Grete Prytz Kittelsen
Grete Prytz Kittelsen (1917 – 2010) Born Margrethe Adelgunde Prytz in Oslo, Norway, Kittelsen was a goldsmith, enamel artist, and designer. She is among the most well-known Norwegians in the Scandinavian Design movement and has been called by many, “the “Queen of Scandinavian Design”
She studied at Oslo’s National College of Art and Design from 1936 to 1941 and worked in her family’s firm, J. Tolstrup from 1945 to 1984. Grete benefited from her family’s involvement in the jewelry trade, as well as from international connections she formed throughout her life.
Her family’s firm was established in 1832 and produced a long line of goldsmiths. Grete was trained to be part of the fifth generation of the family trade. Early in her tenure in the family business, she discovered enamelwork, an art form she would spend her life reinventing by pushing the form’s boundaries.
She revolutionized the engraving technique on surfaces where enamelwork is done. Grete employed a cutter similar to a dentist’s drill. It allowed greater precision as well as more freedom to cut the base metal where she worked the enamel. This allowed for deeper cuts and deeper colors plus unique textures beneath the surface.
In the 1952 exhibition, “Light on the enamel art of Norway” held at the Oslo Museum of Applied Art, her work was recognized as special by the display, among other pieces, of a deep blue dish approximately 70 cm wide.
Kittelsen designed numerous works of silver, vitreous enamel and plastic. She sometimes collaborated with her husband, Arne Korsmo, an architect and professor at the Norwegian Institute of Technology, whom she married in 1945 and divorced in 1960.
Kittelsen pioneered the use of large-scale manufacturing methods utilized by later industrial designers. As recipient of a Fulbright grant, Kittelsen lived in the United States in 1949 and 1950, where she studied at the IIT Institute of Design.
An artist with an exceptionally broad scope, Kittelsen designed jewelry and one-of-a-kind silver articles for her family’s firm.
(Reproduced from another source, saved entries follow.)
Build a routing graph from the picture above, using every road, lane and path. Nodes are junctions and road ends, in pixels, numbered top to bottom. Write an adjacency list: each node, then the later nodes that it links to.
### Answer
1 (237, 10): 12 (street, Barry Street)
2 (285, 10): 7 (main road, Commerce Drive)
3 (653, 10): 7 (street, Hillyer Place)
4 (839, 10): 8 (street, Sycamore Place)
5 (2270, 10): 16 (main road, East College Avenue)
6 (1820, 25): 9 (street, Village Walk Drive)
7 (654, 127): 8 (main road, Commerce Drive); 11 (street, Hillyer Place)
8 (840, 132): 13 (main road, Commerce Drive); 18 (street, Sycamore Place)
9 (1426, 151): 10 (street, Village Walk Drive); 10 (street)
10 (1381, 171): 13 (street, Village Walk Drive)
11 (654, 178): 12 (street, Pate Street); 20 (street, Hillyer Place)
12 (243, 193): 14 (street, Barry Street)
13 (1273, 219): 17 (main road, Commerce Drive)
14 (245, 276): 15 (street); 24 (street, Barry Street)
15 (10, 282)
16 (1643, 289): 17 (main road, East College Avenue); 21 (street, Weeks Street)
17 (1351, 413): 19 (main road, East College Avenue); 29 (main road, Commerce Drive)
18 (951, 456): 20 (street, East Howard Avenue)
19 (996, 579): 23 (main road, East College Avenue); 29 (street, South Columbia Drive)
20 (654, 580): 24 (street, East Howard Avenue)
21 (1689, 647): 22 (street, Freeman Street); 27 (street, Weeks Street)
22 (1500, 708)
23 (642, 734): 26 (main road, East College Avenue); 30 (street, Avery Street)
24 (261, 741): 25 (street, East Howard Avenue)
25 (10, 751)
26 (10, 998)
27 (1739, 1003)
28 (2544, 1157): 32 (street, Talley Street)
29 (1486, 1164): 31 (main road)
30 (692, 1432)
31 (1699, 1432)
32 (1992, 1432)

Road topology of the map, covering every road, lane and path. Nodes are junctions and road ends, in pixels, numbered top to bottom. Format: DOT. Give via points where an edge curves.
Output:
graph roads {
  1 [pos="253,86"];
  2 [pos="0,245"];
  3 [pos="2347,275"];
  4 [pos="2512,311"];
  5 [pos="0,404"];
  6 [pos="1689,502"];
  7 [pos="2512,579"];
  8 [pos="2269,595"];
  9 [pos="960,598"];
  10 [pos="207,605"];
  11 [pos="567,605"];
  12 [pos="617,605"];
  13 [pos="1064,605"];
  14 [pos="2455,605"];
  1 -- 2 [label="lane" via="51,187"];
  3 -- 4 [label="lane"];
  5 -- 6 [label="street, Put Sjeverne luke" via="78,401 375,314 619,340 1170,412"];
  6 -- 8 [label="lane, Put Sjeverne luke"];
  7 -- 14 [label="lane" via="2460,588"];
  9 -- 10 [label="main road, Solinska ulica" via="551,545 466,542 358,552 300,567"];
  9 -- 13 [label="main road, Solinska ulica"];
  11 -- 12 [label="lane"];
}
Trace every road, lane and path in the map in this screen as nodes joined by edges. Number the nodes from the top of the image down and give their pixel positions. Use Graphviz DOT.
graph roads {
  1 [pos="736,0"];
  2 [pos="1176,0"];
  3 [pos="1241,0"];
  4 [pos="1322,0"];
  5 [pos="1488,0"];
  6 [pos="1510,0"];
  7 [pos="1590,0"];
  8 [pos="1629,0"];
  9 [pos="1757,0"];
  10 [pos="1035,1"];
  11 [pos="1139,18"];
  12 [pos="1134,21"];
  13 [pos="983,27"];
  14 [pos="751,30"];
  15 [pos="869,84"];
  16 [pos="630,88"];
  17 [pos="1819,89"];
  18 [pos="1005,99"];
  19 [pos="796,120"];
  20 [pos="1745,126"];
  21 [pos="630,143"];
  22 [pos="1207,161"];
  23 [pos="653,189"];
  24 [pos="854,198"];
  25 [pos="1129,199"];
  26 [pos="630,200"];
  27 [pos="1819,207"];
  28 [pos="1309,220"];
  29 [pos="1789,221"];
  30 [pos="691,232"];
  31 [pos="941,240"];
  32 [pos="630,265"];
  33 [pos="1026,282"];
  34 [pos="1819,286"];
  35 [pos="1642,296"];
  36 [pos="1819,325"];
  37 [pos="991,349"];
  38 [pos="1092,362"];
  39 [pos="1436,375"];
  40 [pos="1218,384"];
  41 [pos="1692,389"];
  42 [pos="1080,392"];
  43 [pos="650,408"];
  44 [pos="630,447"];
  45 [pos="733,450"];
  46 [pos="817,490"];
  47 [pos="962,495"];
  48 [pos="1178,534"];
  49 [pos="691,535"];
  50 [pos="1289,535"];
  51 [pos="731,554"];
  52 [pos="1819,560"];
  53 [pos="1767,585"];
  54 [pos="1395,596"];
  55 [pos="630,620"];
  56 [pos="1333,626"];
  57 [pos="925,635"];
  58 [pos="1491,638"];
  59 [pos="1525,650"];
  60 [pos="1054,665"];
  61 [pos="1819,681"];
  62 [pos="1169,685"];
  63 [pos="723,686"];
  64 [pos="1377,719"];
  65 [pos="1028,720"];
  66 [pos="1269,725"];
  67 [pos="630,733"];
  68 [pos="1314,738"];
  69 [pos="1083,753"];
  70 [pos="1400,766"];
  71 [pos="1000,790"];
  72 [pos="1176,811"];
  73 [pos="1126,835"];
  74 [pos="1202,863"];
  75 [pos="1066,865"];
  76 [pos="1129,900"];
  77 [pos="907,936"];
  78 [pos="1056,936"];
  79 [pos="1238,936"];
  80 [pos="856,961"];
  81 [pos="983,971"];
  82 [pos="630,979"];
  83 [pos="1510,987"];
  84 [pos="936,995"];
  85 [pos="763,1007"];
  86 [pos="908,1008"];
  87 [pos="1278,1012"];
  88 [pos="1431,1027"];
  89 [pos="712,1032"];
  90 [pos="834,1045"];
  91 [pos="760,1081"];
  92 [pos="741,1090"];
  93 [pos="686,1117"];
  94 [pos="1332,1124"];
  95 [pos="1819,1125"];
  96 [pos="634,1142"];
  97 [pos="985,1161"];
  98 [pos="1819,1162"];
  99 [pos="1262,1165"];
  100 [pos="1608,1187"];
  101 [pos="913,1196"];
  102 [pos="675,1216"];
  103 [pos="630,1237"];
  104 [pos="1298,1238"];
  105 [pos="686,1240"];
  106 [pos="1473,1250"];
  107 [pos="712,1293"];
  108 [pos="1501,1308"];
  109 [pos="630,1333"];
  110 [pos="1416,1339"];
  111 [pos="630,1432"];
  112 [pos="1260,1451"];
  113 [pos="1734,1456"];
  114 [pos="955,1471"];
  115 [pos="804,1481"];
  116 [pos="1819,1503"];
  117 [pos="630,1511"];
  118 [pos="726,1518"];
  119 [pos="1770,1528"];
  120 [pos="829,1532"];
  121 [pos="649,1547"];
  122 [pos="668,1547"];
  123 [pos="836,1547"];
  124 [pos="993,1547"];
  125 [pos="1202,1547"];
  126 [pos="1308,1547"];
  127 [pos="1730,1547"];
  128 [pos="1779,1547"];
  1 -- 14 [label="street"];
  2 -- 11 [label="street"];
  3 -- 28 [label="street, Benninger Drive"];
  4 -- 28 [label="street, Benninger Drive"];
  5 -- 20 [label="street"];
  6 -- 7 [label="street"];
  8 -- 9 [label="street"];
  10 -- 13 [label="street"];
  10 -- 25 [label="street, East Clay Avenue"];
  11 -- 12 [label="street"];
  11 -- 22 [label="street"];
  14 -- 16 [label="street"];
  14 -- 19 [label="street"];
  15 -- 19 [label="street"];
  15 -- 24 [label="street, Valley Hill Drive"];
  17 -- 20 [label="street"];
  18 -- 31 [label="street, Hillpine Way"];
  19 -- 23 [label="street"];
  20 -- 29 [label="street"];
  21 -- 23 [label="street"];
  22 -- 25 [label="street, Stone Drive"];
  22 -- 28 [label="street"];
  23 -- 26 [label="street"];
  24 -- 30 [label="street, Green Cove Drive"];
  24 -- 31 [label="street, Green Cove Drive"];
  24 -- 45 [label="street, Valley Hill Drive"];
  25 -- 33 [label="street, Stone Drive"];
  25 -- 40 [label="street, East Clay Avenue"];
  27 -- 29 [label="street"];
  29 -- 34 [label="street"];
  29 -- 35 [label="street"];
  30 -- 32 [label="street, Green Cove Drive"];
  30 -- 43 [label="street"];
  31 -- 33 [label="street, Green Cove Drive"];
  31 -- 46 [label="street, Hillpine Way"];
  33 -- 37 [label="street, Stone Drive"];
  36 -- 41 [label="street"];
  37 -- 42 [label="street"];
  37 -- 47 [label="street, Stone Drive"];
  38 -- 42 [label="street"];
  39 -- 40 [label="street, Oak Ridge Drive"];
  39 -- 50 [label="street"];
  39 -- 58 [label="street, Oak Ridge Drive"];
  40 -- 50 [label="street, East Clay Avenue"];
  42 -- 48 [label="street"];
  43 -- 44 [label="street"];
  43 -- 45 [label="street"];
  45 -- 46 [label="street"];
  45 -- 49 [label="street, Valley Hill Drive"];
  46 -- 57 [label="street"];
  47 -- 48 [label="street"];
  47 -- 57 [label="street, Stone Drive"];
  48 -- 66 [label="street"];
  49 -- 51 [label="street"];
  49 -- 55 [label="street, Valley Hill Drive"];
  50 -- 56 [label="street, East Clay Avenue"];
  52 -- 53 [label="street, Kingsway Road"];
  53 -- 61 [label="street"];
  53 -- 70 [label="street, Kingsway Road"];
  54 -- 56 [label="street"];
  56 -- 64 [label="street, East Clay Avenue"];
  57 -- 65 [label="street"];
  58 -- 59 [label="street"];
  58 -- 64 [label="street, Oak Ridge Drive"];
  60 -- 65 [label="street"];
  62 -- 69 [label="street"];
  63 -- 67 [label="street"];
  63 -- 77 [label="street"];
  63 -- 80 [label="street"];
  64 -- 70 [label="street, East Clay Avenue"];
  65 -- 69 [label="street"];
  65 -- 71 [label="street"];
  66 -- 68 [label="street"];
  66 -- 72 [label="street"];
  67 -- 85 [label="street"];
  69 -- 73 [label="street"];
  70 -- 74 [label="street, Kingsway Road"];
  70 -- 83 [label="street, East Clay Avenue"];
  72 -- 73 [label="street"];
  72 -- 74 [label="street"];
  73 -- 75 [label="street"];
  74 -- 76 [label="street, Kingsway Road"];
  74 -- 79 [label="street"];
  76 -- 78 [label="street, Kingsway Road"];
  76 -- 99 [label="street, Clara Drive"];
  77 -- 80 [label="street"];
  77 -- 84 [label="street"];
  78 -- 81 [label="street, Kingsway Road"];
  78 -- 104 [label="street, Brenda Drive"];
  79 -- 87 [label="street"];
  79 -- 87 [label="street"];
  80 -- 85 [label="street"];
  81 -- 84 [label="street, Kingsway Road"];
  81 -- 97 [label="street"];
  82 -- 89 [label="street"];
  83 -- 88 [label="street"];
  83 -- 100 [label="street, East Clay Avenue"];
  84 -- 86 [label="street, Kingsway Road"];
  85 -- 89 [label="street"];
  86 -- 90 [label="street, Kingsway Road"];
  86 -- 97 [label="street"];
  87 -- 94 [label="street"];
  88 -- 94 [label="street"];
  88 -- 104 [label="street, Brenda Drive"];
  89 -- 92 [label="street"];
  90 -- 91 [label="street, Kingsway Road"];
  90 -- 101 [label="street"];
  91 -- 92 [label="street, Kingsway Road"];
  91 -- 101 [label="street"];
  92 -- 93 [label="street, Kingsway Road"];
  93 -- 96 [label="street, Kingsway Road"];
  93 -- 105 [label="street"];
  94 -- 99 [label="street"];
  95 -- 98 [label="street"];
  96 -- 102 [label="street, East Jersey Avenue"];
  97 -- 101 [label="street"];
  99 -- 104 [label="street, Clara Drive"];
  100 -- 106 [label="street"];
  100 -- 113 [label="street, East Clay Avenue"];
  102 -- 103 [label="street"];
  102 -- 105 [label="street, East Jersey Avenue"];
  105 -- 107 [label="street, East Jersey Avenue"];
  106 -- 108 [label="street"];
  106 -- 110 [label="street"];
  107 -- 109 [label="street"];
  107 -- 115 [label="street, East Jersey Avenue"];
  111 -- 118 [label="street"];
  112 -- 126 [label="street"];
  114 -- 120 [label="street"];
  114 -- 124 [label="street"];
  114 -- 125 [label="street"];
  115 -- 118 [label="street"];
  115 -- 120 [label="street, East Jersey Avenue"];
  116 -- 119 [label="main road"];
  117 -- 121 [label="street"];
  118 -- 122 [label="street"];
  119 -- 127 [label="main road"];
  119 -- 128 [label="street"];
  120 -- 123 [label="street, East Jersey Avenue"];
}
She also designed utilitarian items in enameled steel and cast iron that found their way into thousands of homes in Scandinavia, the United States, and worldwide.
For half a century Grete Prytz Kittelsen was part of the community of modernist architects and designers that included Ray and Charles Eames, Walter Gropius, Frank Lloyd Wright, and Mies van der Rohe. As one of the leading artists of the Scandinavian Design movement, Kittelsen received many awards and honors in the 1950s including the Lunning Prize in 1952 and, in 1954, the Grand Prix at the Milan Triennale for her enamel collection. In 1957 and 1961, she received gold medals at the Milan shows.
Her designs were often inspired by American art and characterized by clear, plain colors and simple shapes. Her jewelry designs were informal and inexpensive made from silver and vitreous enamel. Among Kittelsen’s most famous jewelry designs are the “Domino” series of finger rings.
She is also known for bowls, dishes, plates and utensils that utilize her various patterns including “Lotus” with its cheerful colors and simple leaf like designs. Also notable are many of her enameled plates with ghostly patterns of lines and simple geometric shapes surfacing from deep colors.
Kittelsen was on the World Crafts Council board from 1968 to 1983 and was an honorary member in 1984. She was also President of the Norwegian National Association of Arts and Crafts from 1975 to 1978 and made a Knight, First Class, of the Royal Norwegian Order of St. Olav in 1986.
In 2008 she was honored with a large exhibition in the National Museum of Art, Architecture and Design that showcased 360 of her works. As late as 2003, she continued to work in design and enamelwork, having been inspired after returning from a trip to China.
Grete Prytz Kittelsen died at age 93 in Oslo 25 September 2010.